Your period occurs when the released egg (ovulation) from the previous cycle does not become fertilized – meaning a pregnancy did not occur – so the lining of the uterus which is needed to support a pregnancy is shed, causing bleeding.
If you’re using hormonal birth control, the bleeding you may experience is not a menstrual bleed (period) – this bleeding is called withdrawal bleeding. Although this may seem like a period, it's important to remember that withdrawal bleeding is not the same as a period because hormonal birth control usually stops ovulation so the bleeding that you get is not triggered by ovulation. Read more about withdrawal bleeding here.
How often does a period occur, and how long does it last?
The length and regularity of your period may vary from cycle to cycle and it may also differ from person to person – everyone is unique!
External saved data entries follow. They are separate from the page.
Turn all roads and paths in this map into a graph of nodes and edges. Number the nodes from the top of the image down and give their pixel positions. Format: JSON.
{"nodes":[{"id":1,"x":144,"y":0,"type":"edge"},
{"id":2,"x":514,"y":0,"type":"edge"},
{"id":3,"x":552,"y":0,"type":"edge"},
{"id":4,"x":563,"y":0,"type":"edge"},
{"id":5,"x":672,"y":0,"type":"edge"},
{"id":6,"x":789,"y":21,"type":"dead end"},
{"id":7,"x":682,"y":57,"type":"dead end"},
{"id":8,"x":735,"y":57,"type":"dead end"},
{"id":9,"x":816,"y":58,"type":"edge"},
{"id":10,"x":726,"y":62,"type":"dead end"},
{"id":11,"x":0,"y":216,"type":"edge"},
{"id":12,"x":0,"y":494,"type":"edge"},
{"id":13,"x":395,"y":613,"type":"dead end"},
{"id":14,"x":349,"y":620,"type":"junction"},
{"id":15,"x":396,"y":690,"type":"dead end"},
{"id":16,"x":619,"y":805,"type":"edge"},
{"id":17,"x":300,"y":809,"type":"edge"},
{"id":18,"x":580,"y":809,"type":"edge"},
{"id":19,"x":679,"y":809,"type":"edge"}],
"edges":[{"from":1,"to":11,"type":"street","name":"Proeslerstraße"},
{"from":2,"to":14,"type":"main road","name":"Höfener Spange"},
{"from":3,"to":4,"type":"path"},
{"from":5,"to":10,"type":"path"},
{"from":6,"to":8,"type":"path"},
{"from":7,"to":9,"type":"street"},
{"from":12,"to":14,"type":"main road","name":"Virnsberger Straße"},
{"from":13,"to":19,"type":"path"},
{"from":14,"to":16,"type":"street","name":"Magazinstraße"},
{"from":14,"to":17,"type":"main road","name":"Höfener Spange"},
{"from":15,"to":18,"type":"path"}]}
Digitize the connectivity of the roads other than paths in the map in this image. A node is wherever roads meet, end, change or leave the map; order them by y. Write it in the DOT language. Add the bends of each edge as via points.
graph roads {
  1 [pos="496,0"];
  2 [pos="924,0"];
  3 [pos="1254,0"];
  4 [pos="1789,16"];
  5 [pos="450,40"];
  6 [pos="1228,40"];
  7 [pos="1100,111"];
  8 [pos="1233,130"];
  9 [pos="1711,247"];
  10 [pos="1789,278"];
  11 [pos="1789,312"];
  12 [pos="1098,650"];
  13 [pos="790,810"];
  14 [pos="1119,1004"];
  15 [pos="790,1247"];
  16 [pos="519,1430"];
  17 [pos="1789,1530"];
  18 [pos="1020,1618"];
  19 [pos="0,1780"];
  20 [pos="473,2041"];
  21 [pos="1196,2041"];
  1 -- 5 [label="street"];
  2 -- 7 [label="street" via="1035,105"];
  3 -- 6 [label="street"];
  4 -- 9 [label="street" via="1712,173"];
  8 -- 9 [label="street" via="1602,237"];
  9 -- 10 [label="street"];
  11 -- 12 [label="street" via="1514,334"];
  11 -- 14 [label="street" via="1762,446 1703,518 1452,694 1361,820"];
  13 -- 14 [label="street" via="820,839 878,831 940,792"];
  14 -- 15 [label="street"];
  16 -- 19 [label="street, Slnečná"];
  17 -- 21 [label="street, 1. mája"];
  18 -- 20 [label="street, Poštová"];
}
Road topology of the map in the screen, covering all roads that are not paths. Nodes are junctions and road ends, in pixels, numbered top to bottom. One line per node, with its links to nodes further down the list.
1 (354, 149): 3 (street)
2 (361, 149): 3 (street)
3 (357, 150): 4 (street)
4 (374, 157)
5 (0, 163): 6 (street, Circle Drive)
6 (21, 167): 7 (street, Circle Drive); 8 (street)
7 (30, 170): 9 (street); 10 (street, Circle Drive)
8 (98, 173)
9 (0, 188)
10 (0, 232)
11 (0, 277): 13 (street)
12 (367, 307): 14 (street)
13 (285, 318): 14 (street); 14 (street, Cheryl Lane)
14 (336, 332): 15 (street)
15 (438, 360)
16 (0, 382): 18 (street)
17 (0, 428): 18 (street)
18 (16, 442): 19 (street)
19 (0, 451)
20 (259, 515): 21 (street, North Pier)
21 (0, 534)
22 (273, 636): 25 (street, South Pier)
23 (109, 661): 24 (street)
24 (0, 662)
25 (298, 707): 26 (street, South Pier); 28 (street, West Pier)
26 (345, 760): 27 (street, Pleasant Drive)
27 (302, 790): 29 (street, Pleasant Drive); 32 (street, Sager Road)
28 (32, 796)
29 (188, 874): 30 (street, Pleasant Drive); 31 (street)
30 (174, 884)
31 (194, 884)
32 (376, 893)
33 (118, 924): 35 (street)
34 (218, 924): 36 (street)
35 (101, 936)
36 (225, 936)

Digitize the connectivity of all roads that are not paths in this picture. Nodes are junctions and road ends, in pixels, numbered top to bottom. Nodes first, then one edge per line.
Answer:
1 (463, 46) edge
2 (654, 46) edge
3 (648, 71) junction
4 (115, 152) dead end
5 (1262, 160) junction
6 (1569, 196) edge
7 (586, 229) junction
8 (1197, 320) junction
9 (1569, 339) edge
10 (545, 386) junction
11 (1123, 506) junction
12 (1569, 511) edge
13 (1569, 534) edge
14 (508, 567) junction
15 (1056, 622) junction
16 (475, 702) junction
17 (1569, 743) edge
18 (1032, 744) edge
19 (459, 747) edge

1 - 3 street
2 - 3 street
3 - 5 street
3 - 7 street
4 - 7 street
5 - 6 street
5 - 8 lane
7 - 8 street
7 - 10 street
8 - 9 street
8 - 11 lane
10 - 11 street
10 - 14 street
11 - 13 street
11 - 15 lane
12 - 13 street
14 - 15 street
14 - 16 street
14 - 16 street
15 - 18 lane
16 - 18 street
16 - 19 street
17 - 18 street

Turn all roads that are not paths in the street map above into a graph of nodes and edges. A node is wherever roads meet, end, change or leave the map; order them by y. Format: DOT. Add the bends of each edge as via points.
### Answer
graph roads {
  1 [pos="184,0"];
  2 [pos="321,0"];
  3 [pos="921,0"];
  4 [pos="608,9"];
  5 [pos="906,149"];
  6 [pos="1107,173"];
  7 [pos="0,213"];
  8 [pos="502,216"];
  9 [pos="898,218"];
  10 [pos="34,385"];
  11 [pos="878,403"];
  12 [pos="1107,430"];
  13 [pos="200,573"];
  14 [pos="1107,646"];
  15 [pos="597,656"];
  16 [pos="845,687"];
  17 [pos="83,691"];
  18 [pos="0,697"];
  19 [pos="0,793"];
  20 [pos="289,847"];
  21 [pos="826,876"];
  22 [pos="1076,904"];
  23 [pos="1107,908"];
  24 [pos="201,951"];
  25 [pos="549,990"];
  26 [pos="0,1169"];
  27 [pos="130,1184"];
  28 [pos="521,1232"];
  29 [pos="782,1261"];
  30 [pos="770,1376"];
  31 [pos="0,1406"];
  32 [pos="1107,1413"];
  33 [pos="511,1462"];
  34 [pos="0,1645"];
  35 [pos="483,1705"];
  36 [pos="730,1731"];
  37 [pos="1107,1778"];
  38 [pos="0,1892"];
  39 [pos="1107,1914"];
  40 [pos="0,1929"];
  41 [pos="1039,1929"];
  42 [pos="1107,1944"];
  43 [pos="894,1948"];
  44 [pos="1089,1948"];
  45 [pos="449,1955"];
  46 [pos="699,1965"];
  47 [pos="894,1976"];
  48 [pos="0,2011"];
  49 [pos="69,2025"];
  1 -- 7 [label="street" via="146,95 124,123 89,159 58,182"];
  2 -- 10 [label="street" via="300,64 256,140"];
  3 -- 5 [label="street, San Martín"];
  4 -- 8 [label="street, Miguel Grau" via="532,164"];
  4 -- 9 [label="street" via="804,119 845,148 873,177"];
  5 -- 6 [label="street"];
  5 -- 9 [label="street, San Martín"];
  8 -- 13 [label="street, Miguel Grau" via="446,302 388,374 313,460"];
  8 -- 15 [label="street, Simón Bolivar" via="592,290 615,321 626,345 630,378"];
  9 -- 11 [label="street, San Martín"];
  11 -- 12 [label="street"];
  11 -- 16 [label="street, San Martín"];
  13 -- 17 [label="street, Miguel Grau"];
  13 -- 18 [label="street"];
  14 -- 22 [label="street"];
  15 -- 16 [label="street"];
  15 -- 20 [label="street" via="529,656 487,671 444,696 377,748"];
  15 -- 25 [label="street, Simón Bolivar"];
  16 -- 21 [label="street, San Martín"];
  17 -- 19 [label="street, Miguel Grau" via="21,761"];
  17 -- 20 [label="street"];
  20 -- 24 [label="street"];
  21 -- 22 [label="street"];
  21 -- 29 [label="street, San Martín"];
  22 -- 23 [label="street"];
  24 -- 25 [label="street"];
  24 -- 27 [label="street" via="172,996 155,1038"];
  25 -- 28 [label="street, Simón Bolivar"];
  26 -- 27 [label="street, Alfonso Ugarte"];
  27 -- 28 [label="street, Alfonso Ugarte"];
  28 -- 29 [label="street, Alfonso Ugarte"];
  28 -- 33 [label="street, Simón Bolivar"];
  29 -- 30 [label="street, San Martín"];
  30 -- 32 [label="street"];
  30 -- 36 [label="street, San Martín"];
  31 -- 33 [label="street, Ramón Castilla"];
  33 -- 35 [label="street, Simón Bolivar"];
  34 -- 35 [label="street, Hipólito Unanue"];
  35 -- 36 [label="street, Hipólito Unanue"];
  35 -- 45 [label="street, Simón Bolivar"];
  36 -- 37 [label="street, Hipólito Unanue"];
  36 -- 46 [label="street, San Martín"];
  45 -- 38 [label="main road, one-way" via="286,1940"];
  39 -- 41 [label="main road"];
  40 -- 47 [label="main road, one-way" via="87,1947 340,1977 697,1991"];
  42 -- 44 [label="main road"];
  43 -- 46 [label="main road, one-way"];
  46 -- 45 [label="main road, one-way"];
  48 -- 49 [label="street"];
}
That being said, it is good to know that on average, our Cyclers get their period every 30 days, and the period lasts for four days on average.
How and when to log a period in the Natural Cycles app
Any light bleed that you experience at the beginning of your period should be logged as Period. Similarly, if you have light bleeding after your period, you should continue logging it as a period for as long as you are bleeding. When you enter your period, you can select whether it is light, medium, or heavy that day.
You should log your period for each day that you are bleeding, not only to let the algorithm know when your new cycle starts but also for the algorithm to give you correct period predictions for your coming cycles.
If you don't see the period option and instead see a withdrawal bleeding option, please refer to this article.
You may also experience spotting during your cycle, which is not the same as your period. You can read more about spotting here.
In your Cycle Insights (accessible via the Today view > See cycle insights), you can see detailed information about your period data, such as how long your bleeding usually lasts and how often you get your period (the average length of your cycle).